Cela dit, toutes les personnes intéressées à soumettre pour publication des articles, des comptes rendus d’ouvrages ou de spectacles, des entrevues, des études de cas ou des recherches empiriques devraient contacter les responsables de la section appropriée.

Une fois un manuscrit révisé par des pairs et recommandé pour parution, il est soumis à une révision linguistique, un formatage et une validation des références (selon le dernier style MLA) afin de parvenir à la meilleure qualité de publication.

Les textes soumis ne doivent pas avoir paru auparavant ni être en attente de publication au moment où ils sont évalués par notre revue. Ils doivent aussi se conformer au style et à l’éthique de notre revue (on trouve le Guide de soumission des articles à : https://www.critical-stages.org/submission-guidelines/)

NOTE : Le dernier appel de textes sur Human-Technology Interfacing in Performance (responsable invité : Sebastian Samur) –pour parution prévue en juin 2022—est maintenant en ligne (www.critical-stages.org). Date de tombée pour des propositions : le 1er août 2021. Toutes les demandes ou propositions doivent être envoyées à : sebastian.samur@mail.utoronto.ca

Nos portes sont ouvertes à tous.
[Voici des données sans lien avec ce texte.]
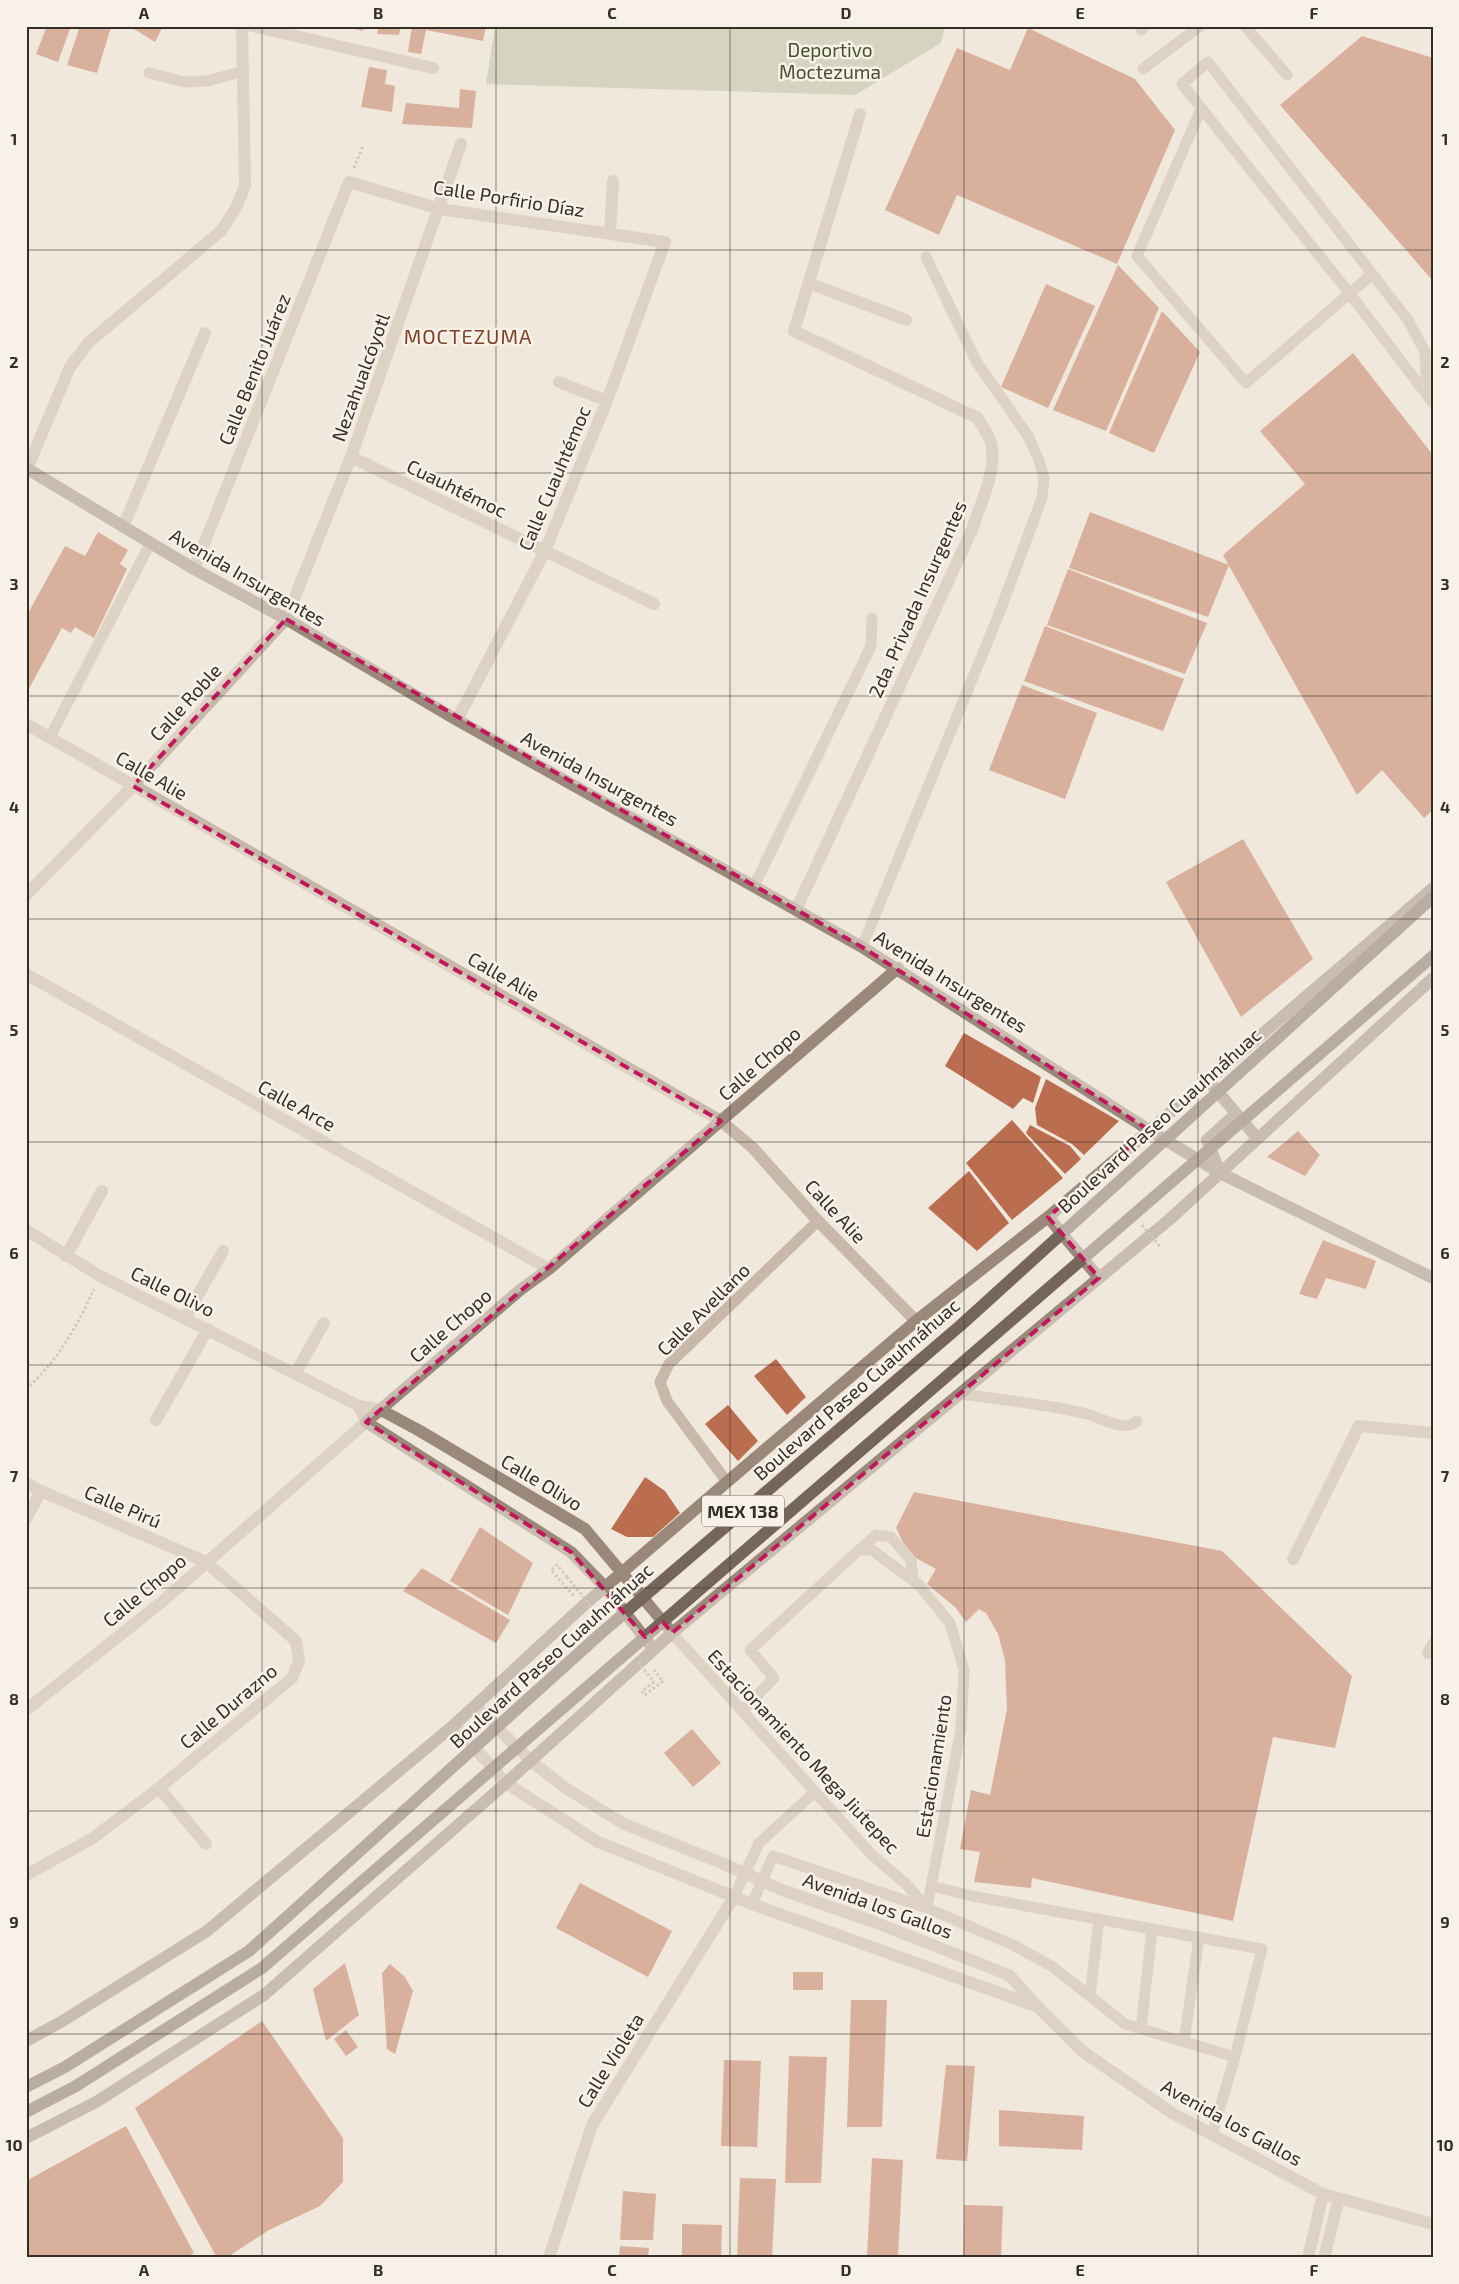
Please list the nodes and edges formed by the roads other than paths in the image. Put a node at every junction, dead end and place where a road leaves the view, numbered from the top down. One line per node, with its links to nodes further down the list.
1 (242, 26): 7 (street)
2 (252, 26): 5 (street)
3 (1200, 26): 6 (lane)
4 (1246, 26): 9 (lane)
5 (434, 68)
6 (1143, 69)
7 (244, 70): 8 (lane); 28 (street)
8 (149, 73)
9 (1287, 75)
10 (1201, 109): 19 (lane); 21 (lane); 21 (lane)
11 (860, 114): 20 (street, 2da. Privada Insurgentes)
12 (462, 144): 15 (street, Nezahualcóyotl)
13 (349, 182): 15 (street, Calle Porfirio Díaz); 32 (street, Calle Benito Juárez)
14 (613, 182): 16 (street)
15 (440, 209): 16 (street, Calle Porfirio Díaz); 27 (street, Nezahualcóyotl)
16 (610, 233): 17 (street, Calle Porfirio Díaz)
17 (665, 242): 26 (street, Calle Cuauhtémoc)
18 (926, 257): 45 (lane)
19 (1371, 275): 21 (lane); 25 (lane)
20 (809, 283): 22 (street); 44 (street, 2da. Privada Insurgentes)
21 (1350, 294): 25 (lane)
22 (906, 320)
23 (204, 333): 29 (street)
24 (559, 382): 26 (street)
25 (1430, 399)
26 (607, 401): 31 (street, Calle Cuauhtémoc)
27 (351, 457): 31 (street, Cuauhtémoc); 35 (street, Nezahualcóyotl)
28 (27, 468): 29 (street, Avenida Insurgentes)
29 (123, 526): 30 (street, Avenida Insurgentes)
30 (151, 542): 32 (street, Avenida Insurgentes); 38 (lane)
31 (544, 553): 33 (street, Cuauhtémoc); 36 (street, Calle Cuauhtémoc)
32 (194, 569): 35 (street, Avenida Insurgentes)
33 (654, 604)
34 (872, 618): 40 (lane)
35 (286, 619): 36 (street, Avenida Insurgentes); 39 (street, Calle Roble)
36 (458, 720): 40 (street, Avenida Insurgentes)
37 (26, 724): 38 (street, Calle Alie)
38 (50, 737): 39 (street, Calle Alie)
39 (133, 786): 42 (street, Calle Roble); 52 (street, Calle Alie)
40 (754, 886): 44 (street, Avenida Insurgentes)
41 (1433, 888): 50 (street, Boulevard Paseo Cuauhnáhuac / MEX 138)
42 (26, 895)
43 (1433, 897): 114 (main road, Boulevard Paseo Cuauhnáhuac / MEX 138, bridge)
44 (796, 910): 45 (street, Avenida Insurgentes)
45 (862, 947): 47 (street, Avenida Insurgentes)
46 (1433, 956): 115 (main road, MEX 138, bridge)
47 (898, 968): 52 (street, Calle Chopo); 53 (street, Avenida Insurgentes)
48 (26, 974): 62 (street, Calle Arce)
49 (1433, 978): 54 (street, MEX 138)
50 (1208, 1081): 51 (street); 53 (street, Boulevard Paseo Cuauhnáhuac / MEX 138)
51 (1236, 1114): 54 (street); 55 (street)
52 (721, 1121): 58 (street, Calle Alie); 62 (street, Calle Chopo)
53 (1149, 1130): 55 (street, Avenida Insurgentes); 57 (street, Boulevard Paseo Cuauhnáhuac / MEX 138)
54 (1257, 1138): 55 (street, MEX 138)
55 (1220, 1173): 63 (street, MEX 138); 64 (street, Avenida Insurgentes)
56 (102, 1192): 61 (street)
57 (1048, 1217): 63 (street); 66 (street, Boulevard Paseo Cuauhnáhuac / MEX 138)
58 (818, 1221): 66 (street, Calle Alie); 77 (lane, Calle Avellano)
59 (26, 1230): 61 (street, Calle Olivo)
60 (223, 1251): 65 (street)
61 (66, 1256): 65 (street, Calle Olivo)
62 (549, 1269): 72 (street, Calle Chopo)
63 (1099, 1278): 70 (street, MEX 138)
64 (1433, 1278)
65 (185, 1318): 68 (street, Calle Olivo)
66 (916, 1321): 77 (street, Boulevard Paseo Cuauhnáhuac / MEX 138)
67 (324, 1323): 69 (street)
68 (208, 1329): 69 (street, Calle Olivo); 73 (street)
69 (295, 1374): 71 (street, Calle Olivo)
70 (961, 1394): 74 (lane); 87 (street, MEX 138)
71 (360, 1406): 72 (street, Calle Olivo); 75 (street)
72 (381, 1410): 75 (street, Calle Chopo); 84 (street, Calle Olivo)
73 (156, 1420)
74 (1137, 1421)
75 (366, 1422): 83 (street, Calle Chopo); 86 (street)
76 (1433, 1433): 82 (street)
77 (727, 1482): 84 (street, Boulevard Paseo Cuauhnáhuac / MEX 138)
78 (26, 1483): 79 (street, Calle Pirú)
79 (41, 1491): 80 (street); 83 (street, Calle Pirú)
80 (26, 1519)
81 (859, 1550): 85 (lane, Estacionamiento); 85 (lane); 91 (lane)
82 (1294, 1559)
83 (206, 1562): 90 (street, Calle Chopo); 95 (street, Calle Durazno)
84 (622, 1572): 86 (street, Boulevard Paseo Cuauhnáhuac / MEX 138); 87 (street, Calle Olivo)
85 (913, 1580): 101 (lane, Estacionamiento)
86 (605, 1587): 88 (street); 89 (street, Boulevard Paseo Cuauhnáhuac / MEX 138)
87 (672, 1633): 88 (street, MEX 138); 91 (lane, Estacionamiento Mega Jiutepec)
88 (654, 1649): 93 (street, MEX 138)
89 (474, 1706): 92 (street, Boulevard Paseo Cuauhnáhuac / MEX 138); 93 (street)
90 (26, 1710)
91 (742, 1711): 96 (lane, Estacionamiento Mega Jiutepec)
92 (454, 1725): 94 (street); 111 (street, Boulevard Paseo Cuauhnáhuac / MEX 138)
93 (531, 1761): 94 (street, MEX 138); 98 (street, Avenida los Gallos)
94 (506, 1784): 102 (street); 117 (street, MEX 138)
95 (159, 1788): 97 (street); 99 (street, Calle Durazno)
96 (815, 1792): 98 (lane); 104 (lane, Estacionamiento Mega Jiutepec)
97 (206, 1844)
98 (746, 1874): 100 (street, Avenida los Gallos); 102 (lane)
99 (26, 1875)
100 (761, 1881): 103 (lane); 104 (lane); 109 (street, Avenida los Gallos)
101 (932, 1886): 104 (lane, Estacionamiento); 105 (lane)
102 (729, 1895): 103 (street, Avenida los Gallos); 121 (street, Calle Violeta)
103 (752, 1904): 109 (street, Avenida los Gallos)
104 (927, 1908): 108 (lane, Estacionamiento Mega Jiutepec)
105 (1099, 1919): 106 (lane); 108 (lane)
106 (1152, 1929): 107 (lane); 110 (lane)
107 (1199, 1937): 112 (lane); 113 (lane)
108 (1090, 1996): 110 (lane, Estacionamiento Mega Jiutepec)
109 (1038, 2007): 116 (street, Avenida los Gallos)
110 (1141, 2029): 112 (lane, Estacionamiento Mega Jiutepec)
111 (26, 2041)
112 (1184, 2042): 113 (lane, Estacionamiento Mega Jiutepec)
113 (1235, 2058): 116 (lane)
114 (26, 2087)
115 (26, 2112)
116 (1212, 2134): 118 (street, Avenida los Gallos)
117 (26, 2138)
118 (1324, 2194): 119 (street, Avenida los Gallos); 122 (street)
119 (1339, 2198): 120 (street, Avenida los Gallos); 123 (street)
120 (1433, 2224)
121 (549, 2258)
122 (1308, 2258)
123 (1324, 2258)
Joignez-vous à nous pour continuer à faire paraître de nouvelles idées sur la scène toujours changeante des arts du spectacle dans le monde. 
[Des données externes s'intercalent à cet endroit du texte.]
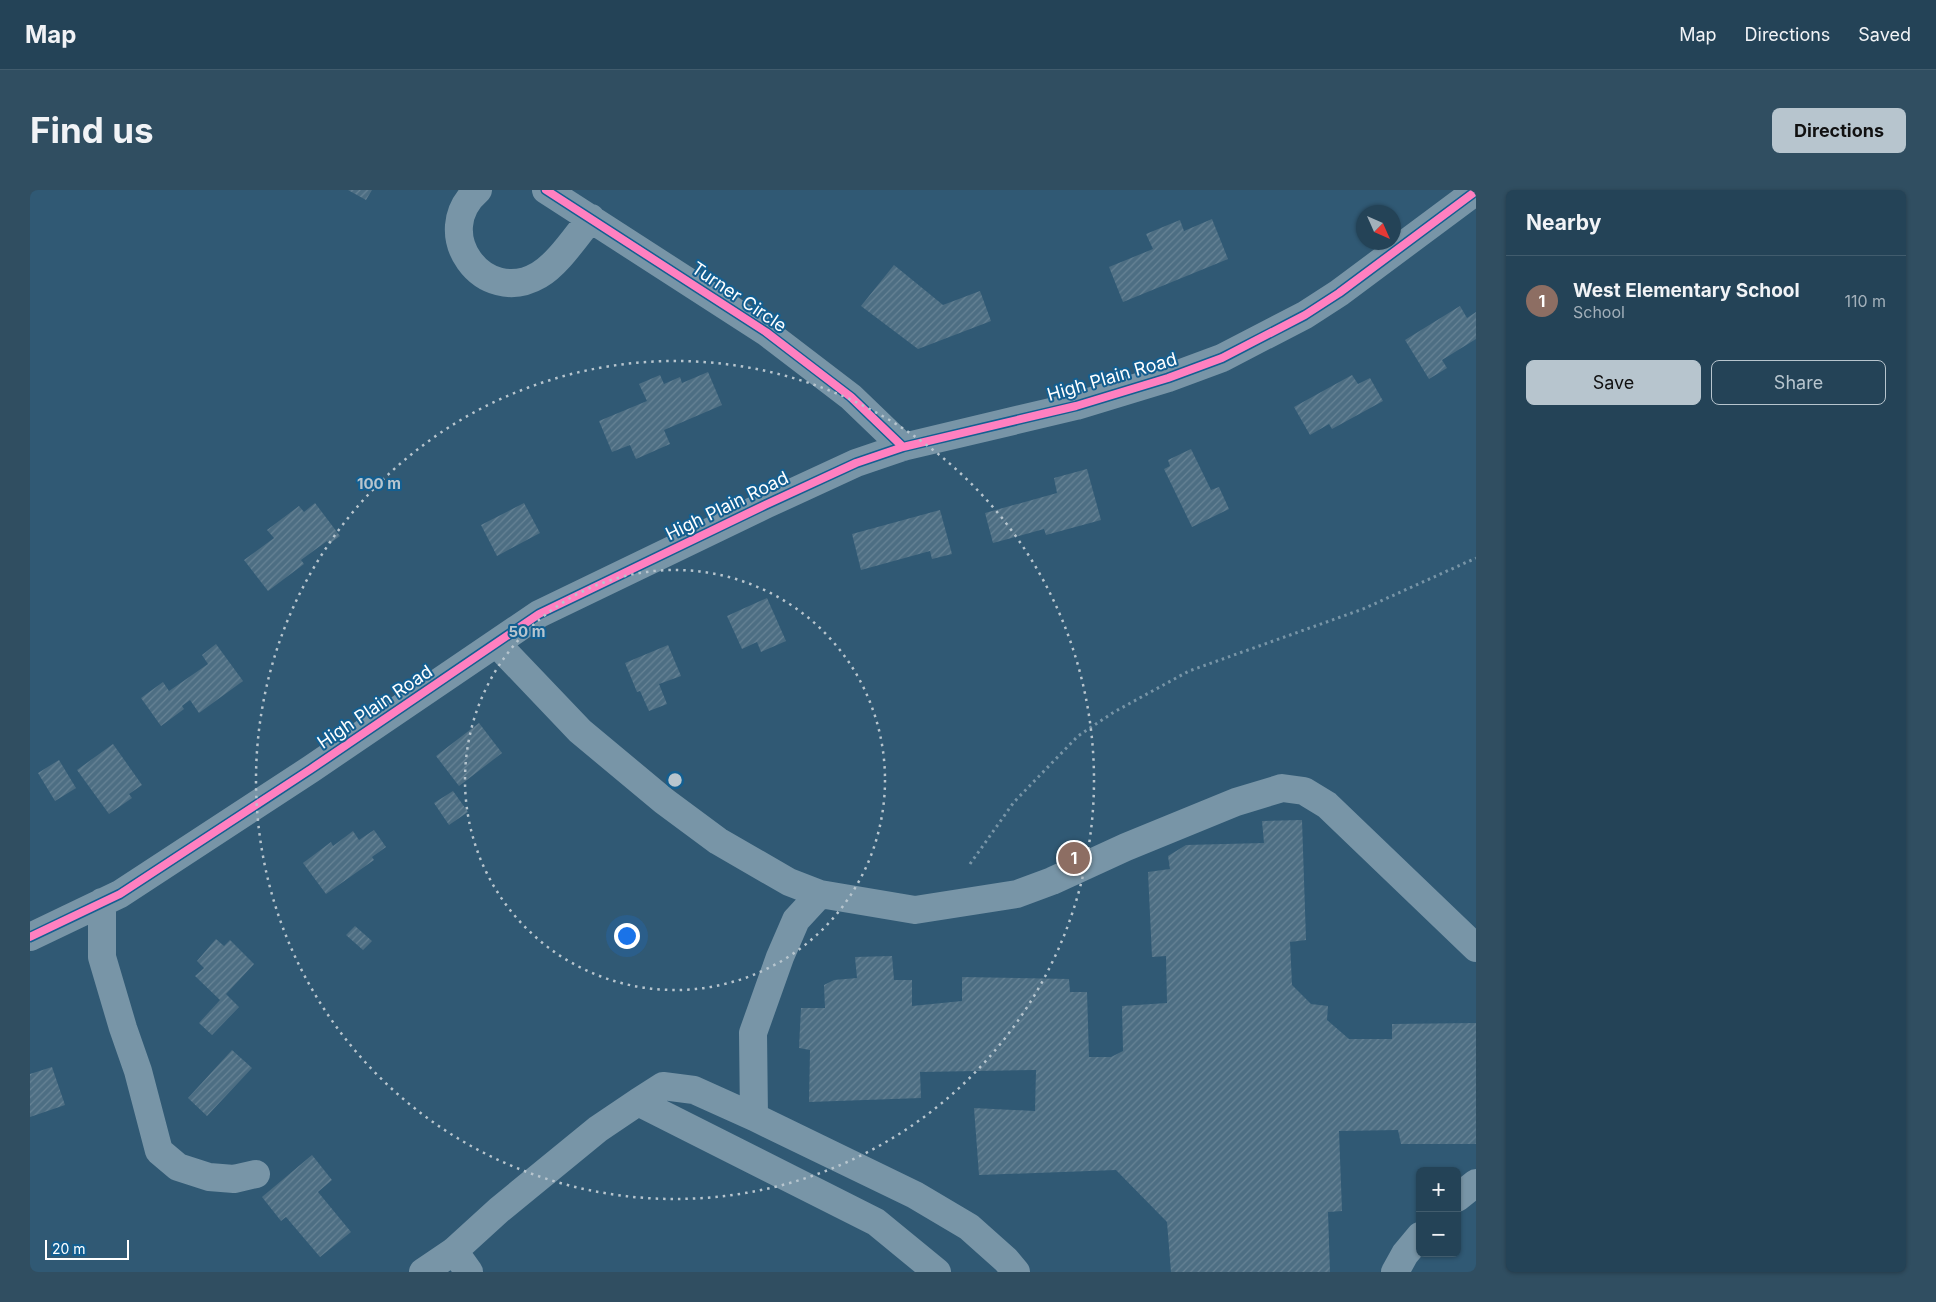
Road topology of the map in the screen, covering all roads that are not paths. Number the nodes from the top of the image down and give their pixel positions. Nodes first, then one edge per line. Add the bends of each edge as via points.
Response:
1 (478, 190) edge
2 (546, 190) edge
3 (1476, 191) edge
4 (591, 218) junction
5 (903, 447) junction
6 (497, 644) junction
7 (820, 894) junction
8 (102, 902) junction
9 (30, 937) edge
10 (1476, 948) edge
11 (638, 1102) junction
12 (754, 1117) junction
13 (256, 1174) dead end
14 (1476, 1183) edge
15 (1461, 1195) edge
16 (1416, 1241) edge
17 (462, 1262) edge
18 (423, 1272) edge
19 (937, 1272) edge
20 (1016, 1272) edge
21 (1395, 1272) edge

1 - 4 street via 462,213 461,245 479,272 498,282 509,284 540,275
2 - 4 street, Turner Circle
3 - 5 street, High Plain Road via 1339,294 1222,358 1076,406
4 - 5 street, Turner Circle via 789,349 851,397
5 - 6 street, High Plain Road via 810,483 539,614
6 - 7 street via 580,731 664,801 718,841 789,882
6 - 8 street, High Plain Road via 136,883
7 - 10 street via 916,910 1017,894 1236,802 1282,788 1304,791 1327,805
7 - 12 street via 796,920 753,1033
8 - 9 street, High Plain Road
8 - 13 street via 102,957 159,1151 178,1167 209,1178 234,1179
11 - 12 street via 663,1086 694,1090
11 - 17 street via 598,1129 499,1210
11 - 19 street via 876,1222
12 - 20 street via 915,1195 969,1227
14 - 15 street
16 - 21 street
17 - 18 street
*Savas Patsalidis est professeur de théâtre, et d’histoire et de théorie du spectacle à l’École d’anglais (Université Aristote de Thessalonique), à l’Université ouverte hellénique et à l’Académie théâtrale du Théâtre national de Grèce du Nord. Il est aussi régulièrement Chargé d’enseignement au Programme d’études supérieur de l’Université Aristote. Auteur de quatorze ouvrages sur le théâtre, la critique et la théorie du spectacle, il en a co-écrit treize autres. Son livre en deux volumes Theatre, Society, Nation (2010) a reçu le prix de meilleure recherche de l’année. Son dernier ouvrage, Theatre & Theory II: About Topoi, Utopias and Heterotopias, a paru en 2019 chez University Studio Press. Outre ses activités académiques, il œuvre à titre de critique de théâtre pour les revues en ligne lavartparallaxi et thegreekplay project. Actuellement, il préside l’Association hellénique des critiques de théâtre et des arts du spectacle, est membre de l’équipe de sélection du Festival Forest et est rédacteur en chef de Critical Stages/Scènes critiques, la revue Web de l’Association internationale des critiques de théâtre.